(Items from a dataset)
* * * *
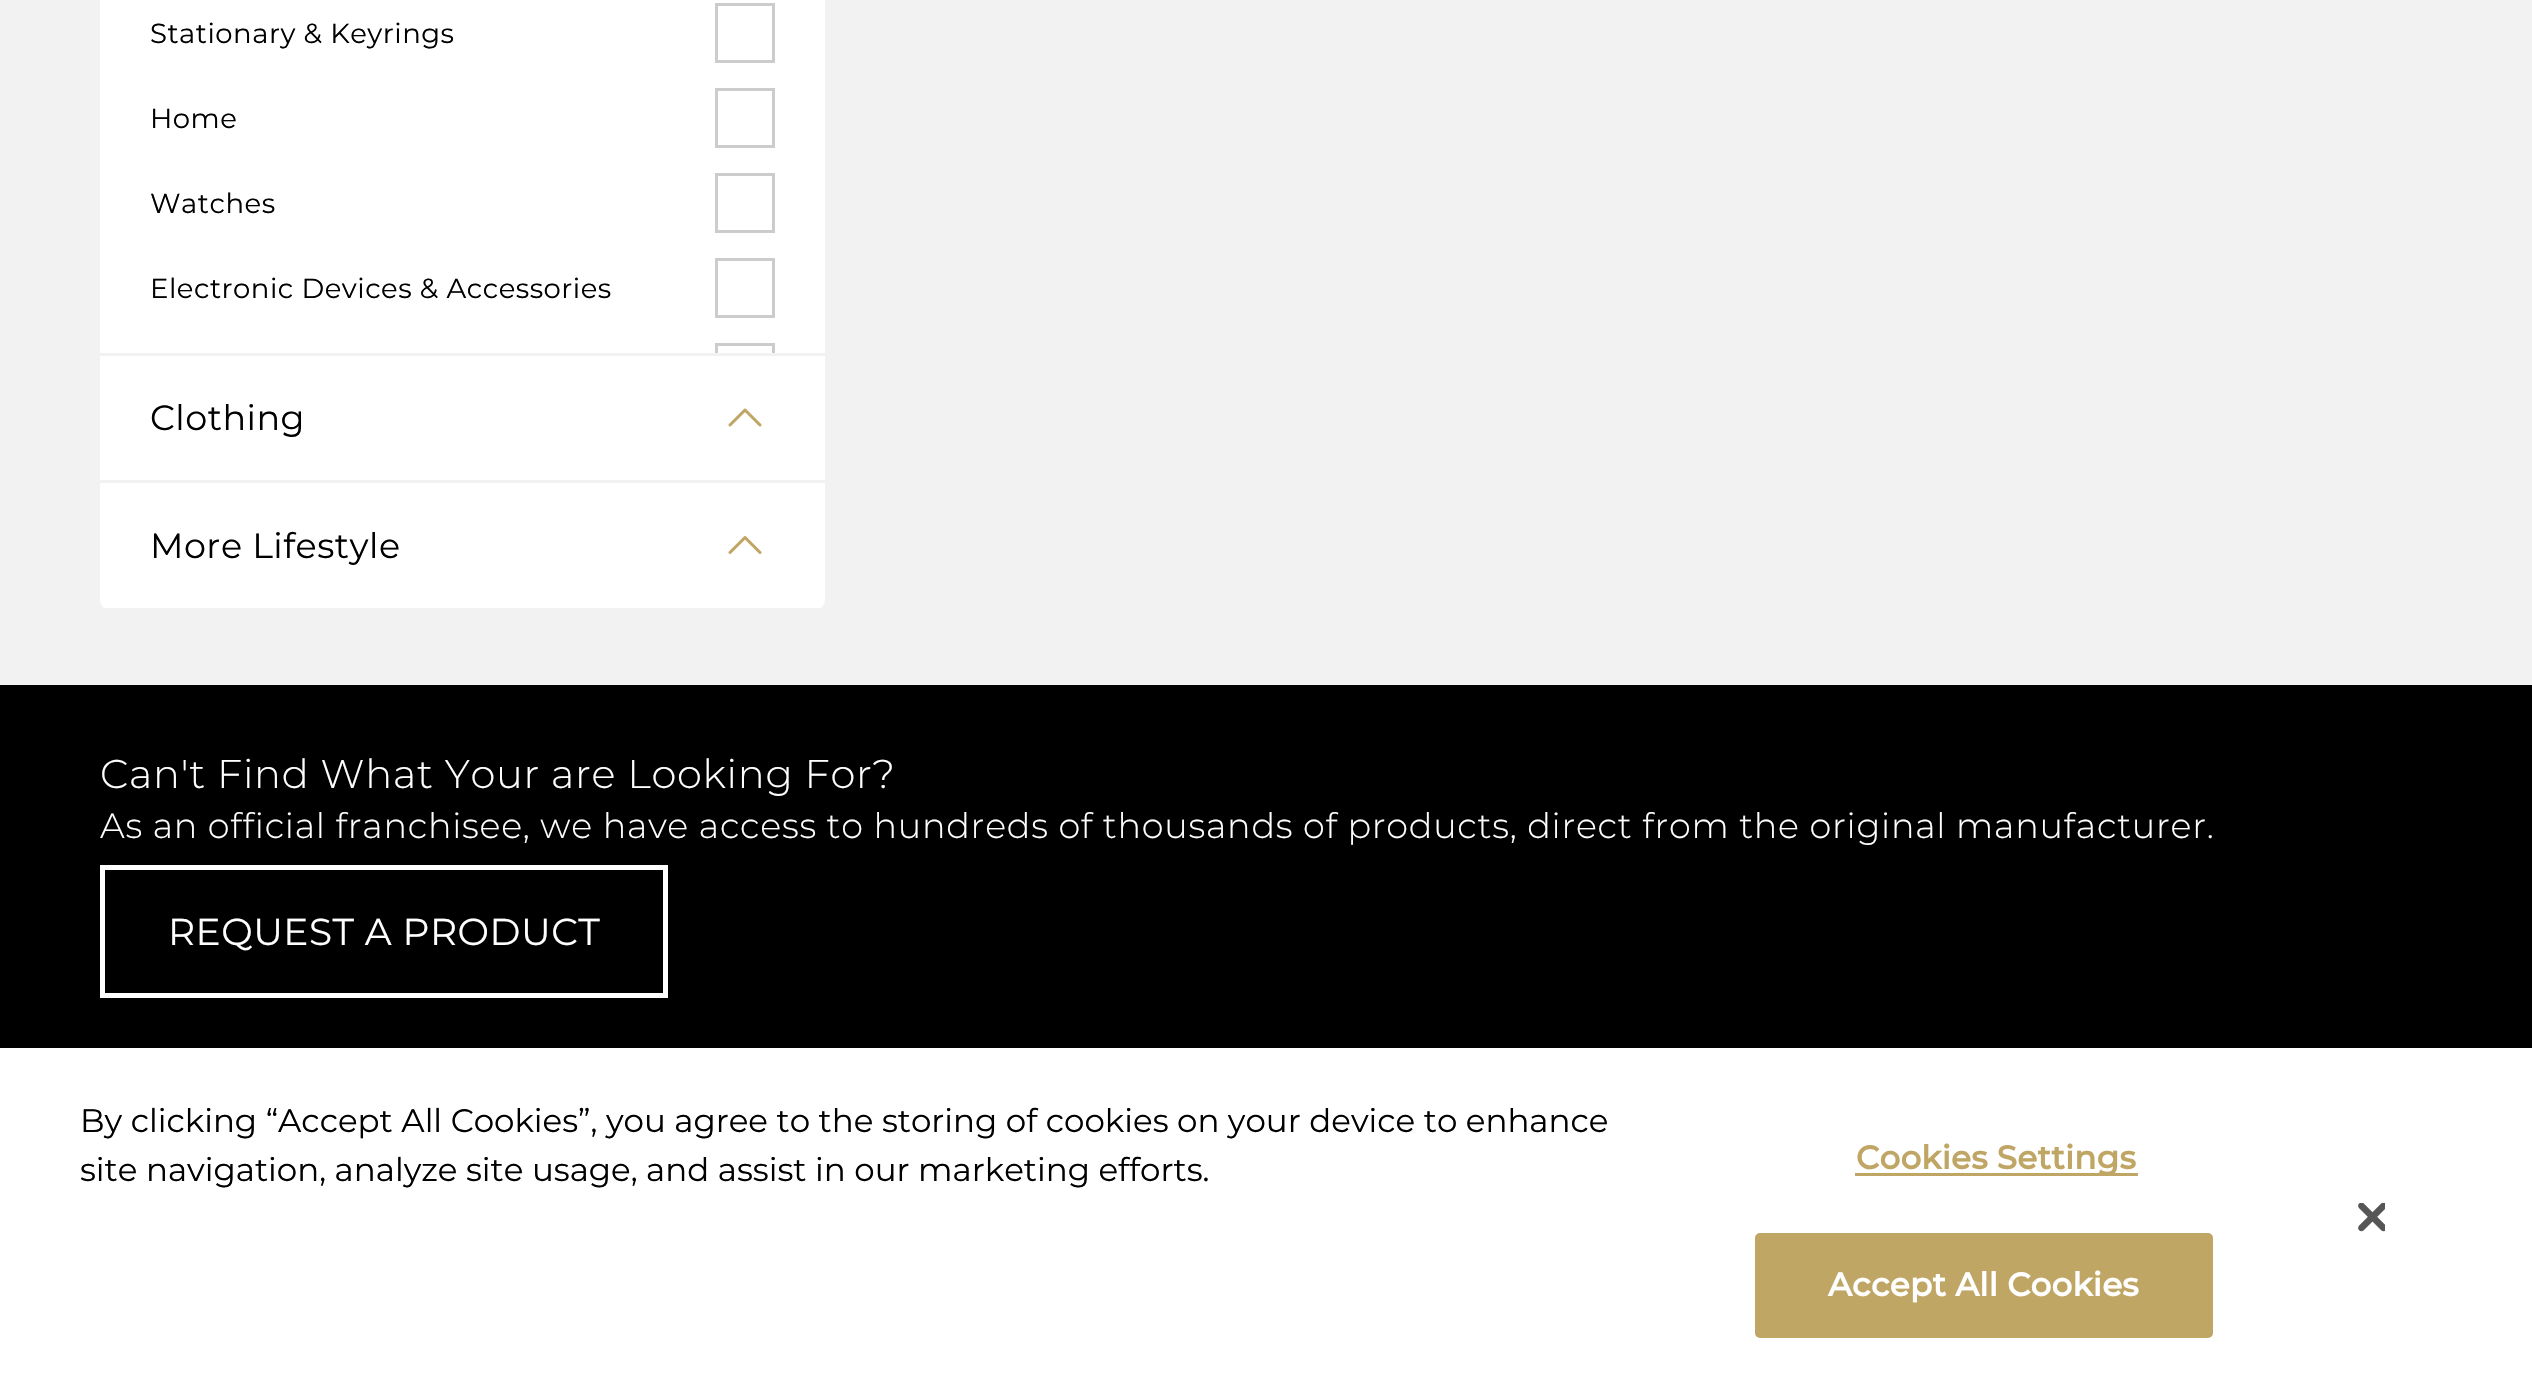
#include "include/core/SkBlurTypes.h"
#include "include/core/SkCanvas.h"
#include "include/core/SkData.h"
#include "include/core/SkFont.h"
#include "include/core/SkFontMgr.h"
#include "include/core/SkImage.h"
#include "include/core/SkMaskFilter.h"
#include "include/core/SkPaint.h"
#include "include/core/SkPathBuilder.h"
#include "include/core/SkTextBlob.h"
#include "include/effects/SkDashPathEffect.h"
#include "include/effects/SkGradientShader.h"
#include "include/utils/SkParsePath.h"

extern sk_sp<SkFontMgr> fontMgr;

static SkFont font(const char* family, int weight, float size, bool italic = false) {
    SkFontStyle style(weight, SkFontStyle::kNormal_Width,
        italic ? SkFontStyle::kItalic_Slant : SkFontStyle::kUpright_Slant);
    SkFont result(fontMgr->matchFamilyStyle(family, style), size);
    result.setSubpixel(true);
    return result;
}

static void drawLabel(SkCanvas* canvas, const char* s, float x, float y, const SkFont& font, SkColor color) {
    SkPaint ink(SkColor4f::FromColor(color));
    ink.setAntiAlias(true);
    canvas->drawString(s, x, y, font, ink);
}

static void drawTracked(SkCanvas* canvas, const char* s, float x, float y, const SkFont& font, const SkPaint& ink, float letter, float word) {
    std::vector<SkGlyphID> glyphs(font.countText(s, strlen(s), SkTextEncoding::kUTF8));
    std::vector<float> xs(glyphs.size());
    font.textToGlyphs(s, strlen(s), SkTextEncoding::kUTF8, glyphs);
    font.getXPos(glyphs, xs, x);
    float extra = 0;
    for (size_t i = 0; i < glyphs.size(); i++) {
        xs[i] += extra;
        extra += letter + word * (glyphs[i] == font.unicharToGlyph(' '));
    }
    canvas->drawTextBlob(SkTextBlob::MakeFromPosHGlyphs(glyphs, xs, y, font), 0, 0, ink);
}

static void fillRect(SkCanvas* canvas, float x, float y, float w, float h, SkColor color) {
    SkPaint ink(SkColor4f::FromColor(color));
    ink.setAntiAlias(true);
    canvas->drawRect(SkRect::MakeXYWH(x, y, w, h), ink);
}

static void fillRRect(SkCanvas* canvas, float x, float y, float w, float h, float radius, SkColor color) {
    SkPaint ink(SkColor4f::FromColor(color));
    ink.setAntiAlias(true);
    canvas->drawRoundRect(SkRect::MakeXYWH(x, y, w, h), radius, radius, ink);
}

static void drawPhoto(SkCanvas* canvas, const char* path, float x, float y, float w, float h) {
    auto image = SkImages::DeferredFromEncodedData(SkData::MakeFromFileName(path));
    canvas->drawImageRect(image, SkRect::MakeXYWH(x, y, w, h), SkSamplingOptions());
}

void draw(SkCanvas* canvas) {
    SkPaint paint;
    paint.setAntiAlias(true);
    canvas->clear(0xFFF2F2F2);
    fillRRect(canvas, 100, -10, 725, 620, 10, 0xFFFFFFFF);
    fillRect(canvas, 100, 353, 725, 3, 0xFFF2F2F2);
    SkFont font1 = font("Montserrat", 400, 27.5f);
    paint.setColor(0xFF000000);
    drawTracked(canvas, "Stationary & Keyrings", 150, 43, font1, paint, 0.5f, 0);
    paint.setStroke(true);
    paint.setStrokeWidth(3);
    paint.setColor(0xFFCCCCCC);
    canvas->drawRect(SkRect::MakeXYWH(716.5f, 4.5f, 57, 57), paint);
    paint.setStroke(false);
    paint.setColor(0xFF000000);
    drawTracked(canvas, "Home", 150, 128, font1, paint, 0.5f, 0);
    paint.setStroke(true);
    paint.setColor(0xFFCCCCCC);
    canvas->drawRect(SkRect::MakeXYWH(716.5f, 89.5f, 57, 57), paint);
    paint.setStroke(false);
    paint.setColor(0xFF000000);
    drawTracked(canvas, "Watches", 150, 213, font1, paint, 0.5f, 0);
    paint.setStroke(true);
    paint.setColor(0xFFCCCCCC);
    canvas->drawRect(SkRect::MakeXYWH(716.5f, 174.5f, 57, 57), paint);
    paint.setStroke(false);
    paint.setColor(0xFF000000);
    drawTracked(canvas, "Electronic Devices & Accessories", 150, 298, font1, paint, 0.5f, 0);
    paint.setStroke(true);
    paint.setColor(0xFFCCCCCC);
    canvas->drawRect(SkRect::MakeXYWH(716.5f, 259.5f, 57, 57), paint);
    canvas->save();
    canvas->clipRect(SkRect::MakeXYWH(100, 0, 725, 353));
    canvas->drawRect(SkRect::MakeXYWH(716.5f, 344.5f, 57, 57), paint);
    canvas->restore();
    fillRect(canvas, 100, 480, 725, 3, 0xFFF2F2F2);
    SkFont font2 = font("Montserrat", 400, 35);
    paint.setStroke(false);
    paint.setColor(0xFF000000);
    drawTracked(canvas, "Clothing", 150, 430, font2, paint, 0.5f, 0);
    drawPhoto(canvas, "assets/img1.png", 728, 408, 34, 19);
    fillRect(canvas, 100, 608, 725, 2, 0xFFF2F2F2);
    drawTracked(canvas, "More Lifestyle", 150, 558, font2, paint, 0.5f, 0);
    drawPhoto(canvas, "assets/img2.png", 728, 536, 34, 18);
    fillRect(canvas, 0, 685, 2532, 363, 0xFF000000);
    SkFont font3 = font("Montserrat", 300, 40);
    paint.setColor(0xFFFFFFFF);
    drawTracked(canvas, "Can't Find What Your are Looking For?", 100, 788, font3, paint, 0.75f, 0);
    SkFont font4 = font("Montserrat", 300, 35);
    drawTracked(canvas, "As an official franchisee, we have access to hundreds of thousands of products, direct from the original manufacturer.", 100, 838, font4, paint, 0.75f, 0);
    paint.setStroke(true);
    paint.setStrokeWidth(5);
    canvas->drawRect(SkRect::MakeXYWH(102.5f, 867.5f, 563, 128), paint);
    SkFont font5 = font("Montserrat", 400, 37.5f);
    paint.setStroke(false);
    drawTracked(canvas, "REQUEST A PRODUCT", 168, 945, font5, paint, 0.5f, 0);
    fillRect(canvas, 0, 1048, 2532, 339, 0xFFFFFFFF);
    SkFont font6 = font("Montserrat", 400, 32.5f);
    drawLabel(canvas, "By clicking “Accept All Cookies”, you agree to the storing of cookies on your device to enhance", 80, 1132, font6, 0xFF000000);
    drawLabel(canvas, "site navigation, analyze site usage, and assist in our marketing efforts.", 80, 1181, font6, 0xFF000000);
    fillRect(canvas, 1855, 1173, 283, 3, 0xFFC0A665);
    SkFont font7 = font("Montserrat", 700, 32.5f);
    paint.setColor(0xFFC0A665);
    drawTracked(canvas, "Cookies Settings", 1856, 1169, font7, paint, 0.3f, 0);
    canvas->drawRoundRect(SkRect::MakeXYWH(1756.5f, 1234.5f, 455, 102), 3.5f, 3.5f, paint);
    paint.setStroke(true);
    paint.setStrokeWidth(3);
    canvas->drawRoundRect(SkRect::MakeXYWH(1756.5f, 1234.5f, 455, 102), 3.5f, 3.5f, paint);
    paint.setStroke(false);
    paint.setColor(0xFFFFFFFF);
    drawTracked(canvas, "Accept All Cookies", 1828, 1296, font7, paint, 0.3f, 0);
    drawPhoto(canvas, "assets/img3.png", 2358, 1203, 27, 29);
}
* * * *
◆ Exercise description
Work out how many lines above have the string "size" in them, and give only the number.

◆ Response
4